─── Data supplied
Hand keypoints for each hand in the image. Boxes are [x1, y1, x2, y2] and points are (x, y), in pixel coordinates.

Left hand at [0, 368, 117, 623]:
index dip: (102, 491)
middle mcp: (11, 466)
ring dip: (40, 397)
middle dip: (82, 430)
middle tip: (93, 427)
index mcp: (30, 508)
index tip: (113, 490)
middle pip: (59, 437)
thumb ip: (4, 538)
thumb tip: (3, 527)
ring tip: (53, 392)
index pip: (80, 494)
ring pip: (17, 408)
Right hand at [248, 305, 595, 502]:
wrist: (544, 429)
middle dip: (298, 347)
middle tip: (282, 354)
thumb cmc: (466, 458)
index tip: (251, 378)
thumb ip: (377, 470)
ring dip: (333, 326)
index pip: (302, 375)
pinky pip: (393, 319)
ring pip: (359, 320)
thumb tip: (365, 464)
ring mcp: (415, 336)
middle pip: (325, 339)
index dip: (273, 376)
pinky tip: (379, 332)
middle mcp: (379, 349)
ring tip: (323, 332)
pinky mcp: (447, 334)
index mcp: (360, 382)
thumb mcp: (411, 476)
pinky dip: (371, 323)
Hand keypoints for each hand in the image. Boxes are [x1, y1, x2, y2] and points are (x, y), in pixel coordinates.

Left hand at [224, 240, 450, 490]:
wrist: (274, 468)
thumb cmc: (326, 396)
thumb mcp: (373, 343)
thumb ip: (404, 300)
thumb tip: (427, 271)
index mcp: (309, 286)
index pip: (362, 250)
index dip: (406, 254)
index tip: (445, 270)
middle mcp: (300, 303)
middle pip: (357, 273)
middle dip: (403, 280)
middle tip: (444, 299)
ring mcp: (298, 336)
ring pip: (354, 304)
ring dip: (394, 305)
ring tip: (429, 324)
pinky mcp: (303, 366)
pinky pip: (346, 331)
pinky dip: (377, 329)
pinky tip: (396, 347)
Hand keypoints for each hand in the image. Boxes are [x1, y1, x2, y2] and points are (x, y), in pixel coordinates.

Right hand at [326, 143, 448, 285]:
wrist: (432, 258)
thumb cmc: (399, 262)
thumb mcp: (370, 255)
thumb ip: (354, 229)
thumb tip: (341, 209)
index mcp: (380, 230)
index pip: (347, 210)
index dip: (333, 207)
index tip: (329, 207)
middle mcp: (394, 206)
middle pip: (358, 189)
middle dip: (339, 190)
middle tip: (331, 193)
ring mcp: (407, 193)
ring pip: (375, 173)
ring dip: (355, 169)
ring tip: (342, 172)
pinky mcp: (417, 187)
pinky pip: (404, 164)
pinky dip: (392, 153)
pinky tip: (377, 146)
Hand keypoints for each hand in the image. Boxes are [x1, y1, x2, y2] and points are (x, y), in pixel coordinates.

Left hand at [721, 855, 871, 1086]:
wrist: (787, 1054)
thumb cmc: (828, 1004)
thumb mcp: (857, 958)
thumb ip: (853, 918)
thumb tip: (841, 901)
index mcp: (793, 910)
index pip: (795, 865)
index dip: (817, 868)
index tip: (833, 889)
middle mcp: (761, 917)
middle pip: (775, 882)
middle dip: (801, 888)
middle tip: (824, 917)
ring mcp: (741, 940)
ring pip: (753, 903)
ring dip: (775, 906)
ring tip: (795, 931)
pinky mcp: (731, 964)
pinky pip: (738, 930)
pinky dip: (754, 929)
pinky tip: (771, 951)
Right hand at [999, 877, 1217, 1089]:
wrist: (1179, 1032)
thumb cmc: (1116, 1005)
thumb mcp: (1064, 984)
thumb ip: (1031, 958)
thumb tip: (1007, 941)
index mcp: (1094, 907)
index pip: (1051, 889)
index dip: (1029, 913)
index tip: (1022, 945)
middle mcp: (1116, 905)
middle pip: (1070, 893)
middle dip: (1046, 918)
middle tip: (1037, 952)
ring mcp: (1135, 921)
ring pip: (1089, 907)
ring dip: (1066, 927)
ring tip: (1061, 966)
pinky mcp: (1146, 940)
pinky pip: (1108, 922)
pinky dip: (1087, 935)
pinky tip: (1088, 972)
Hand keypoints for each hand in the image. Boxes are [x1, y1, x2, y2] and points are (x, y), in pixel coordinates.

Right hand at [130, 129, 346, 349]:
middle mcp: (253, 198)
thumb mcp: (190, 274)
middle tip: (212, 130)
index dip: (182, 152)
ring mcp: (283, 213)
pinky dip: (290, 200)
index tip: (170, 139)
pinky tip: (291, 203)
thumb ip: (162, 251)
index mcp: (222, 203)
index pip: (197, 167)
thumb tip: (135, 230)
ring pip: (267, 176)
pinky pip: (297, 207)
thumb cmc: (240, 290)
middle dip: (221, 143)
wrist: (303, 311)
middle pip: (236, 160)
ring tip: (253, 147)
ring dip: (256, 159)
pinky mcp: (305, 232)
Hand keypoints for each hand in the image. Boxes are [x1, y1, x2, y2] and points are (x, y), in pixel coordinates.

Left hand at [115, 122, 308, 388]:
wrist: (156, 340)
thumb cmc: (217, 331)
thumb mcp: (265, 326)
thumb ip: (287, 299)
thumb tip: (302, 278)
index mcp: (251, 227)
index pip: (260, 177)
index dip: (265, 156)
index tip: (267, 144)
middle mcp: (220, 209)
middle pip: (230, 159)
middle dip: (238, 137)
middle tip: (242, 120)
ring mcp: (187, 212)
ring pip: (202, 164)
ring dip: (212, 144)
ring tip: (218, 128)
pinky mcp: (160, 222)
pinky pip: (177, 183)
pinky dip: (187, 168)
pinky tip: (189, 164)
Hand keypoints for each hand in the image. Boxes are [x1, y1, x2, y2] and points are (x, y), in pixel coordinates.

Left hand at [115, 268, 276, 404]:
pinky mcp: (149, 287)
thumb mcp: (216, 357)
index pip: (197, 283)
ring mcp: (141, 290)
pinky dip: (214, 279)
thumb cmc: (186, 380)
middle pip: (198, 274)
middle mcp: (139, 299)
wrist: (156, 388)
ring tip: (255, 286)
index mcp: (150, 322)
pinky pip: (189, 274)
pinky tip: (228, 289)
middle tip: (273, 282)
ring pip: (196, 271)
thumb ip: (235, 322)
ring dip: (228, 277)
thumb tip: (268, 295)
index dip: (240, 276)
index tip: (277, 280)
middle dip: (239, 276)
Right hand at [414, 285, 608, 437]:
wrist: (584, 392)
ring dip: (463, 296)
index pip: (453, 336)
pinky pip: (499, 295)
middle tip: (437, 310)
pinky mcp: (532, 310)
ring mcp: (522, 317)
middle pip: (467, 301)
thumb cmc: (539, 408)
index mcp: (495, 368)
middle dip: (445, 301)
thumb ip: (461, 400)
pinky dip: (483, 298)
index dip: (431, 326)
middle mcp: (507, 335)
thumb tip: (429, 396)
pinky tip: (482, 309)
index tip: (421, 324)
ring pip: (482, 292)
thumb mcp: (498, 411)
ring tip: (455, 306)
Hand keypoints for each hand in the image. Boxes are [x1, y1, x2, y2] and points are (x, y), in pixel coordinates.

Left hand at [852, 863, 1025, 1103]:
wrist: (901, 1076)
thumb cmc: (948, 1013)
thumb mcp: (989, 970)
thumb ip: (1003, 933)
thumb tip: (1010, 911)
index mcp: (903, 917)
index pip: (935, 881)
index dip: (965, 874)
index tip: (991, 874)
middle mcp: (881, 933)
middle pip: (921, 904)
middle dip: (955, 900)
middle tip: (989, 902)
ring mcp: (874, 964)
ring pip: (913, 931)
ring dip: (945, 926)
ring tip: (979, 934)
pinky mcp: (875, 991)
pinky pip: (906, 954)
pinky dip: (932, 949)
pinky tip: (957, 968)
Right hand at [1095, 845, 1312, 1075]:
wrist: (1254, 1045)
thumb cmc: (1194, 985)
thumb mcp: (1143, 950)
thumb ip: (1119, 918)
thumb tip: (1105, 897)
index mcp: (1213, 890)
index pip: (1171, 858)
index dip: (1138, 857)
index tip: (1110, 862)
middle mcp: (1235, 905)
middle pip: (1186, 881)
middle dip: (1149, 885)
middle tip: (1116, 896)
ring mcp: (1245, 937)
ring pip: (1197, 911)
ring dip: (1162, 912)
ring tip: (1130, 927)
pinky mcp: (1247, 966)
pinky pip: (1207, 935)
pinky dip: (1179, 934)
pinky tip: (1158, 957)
──────
As the answer, set down only the lines from the data above between the one holding "index mcp: (1094, 907)" and the one holding "pinky tip: (1088, 972)", inclusive, exactly as they read.

→ **Reply**:
index mcp: (1094, 907)
index pip: (1051, 889)
index dip: (1029, 913)
index tip: (1022, 945)
middle mcp: (1116, 905)
middle pip: (1070, 893)
middle dip: (1046, 918)
middle tip: (1037, 952)
ring mcp: (1135, 921)
ring pip: (1089, 907)
ring dip: (1066, 927)
ring tip: (1061, 966)
pinky mcp: (1146, 940)
pinky pip: (1108, 922)
pinky dip: (1087, 935)
pinky tip: (1088, 972)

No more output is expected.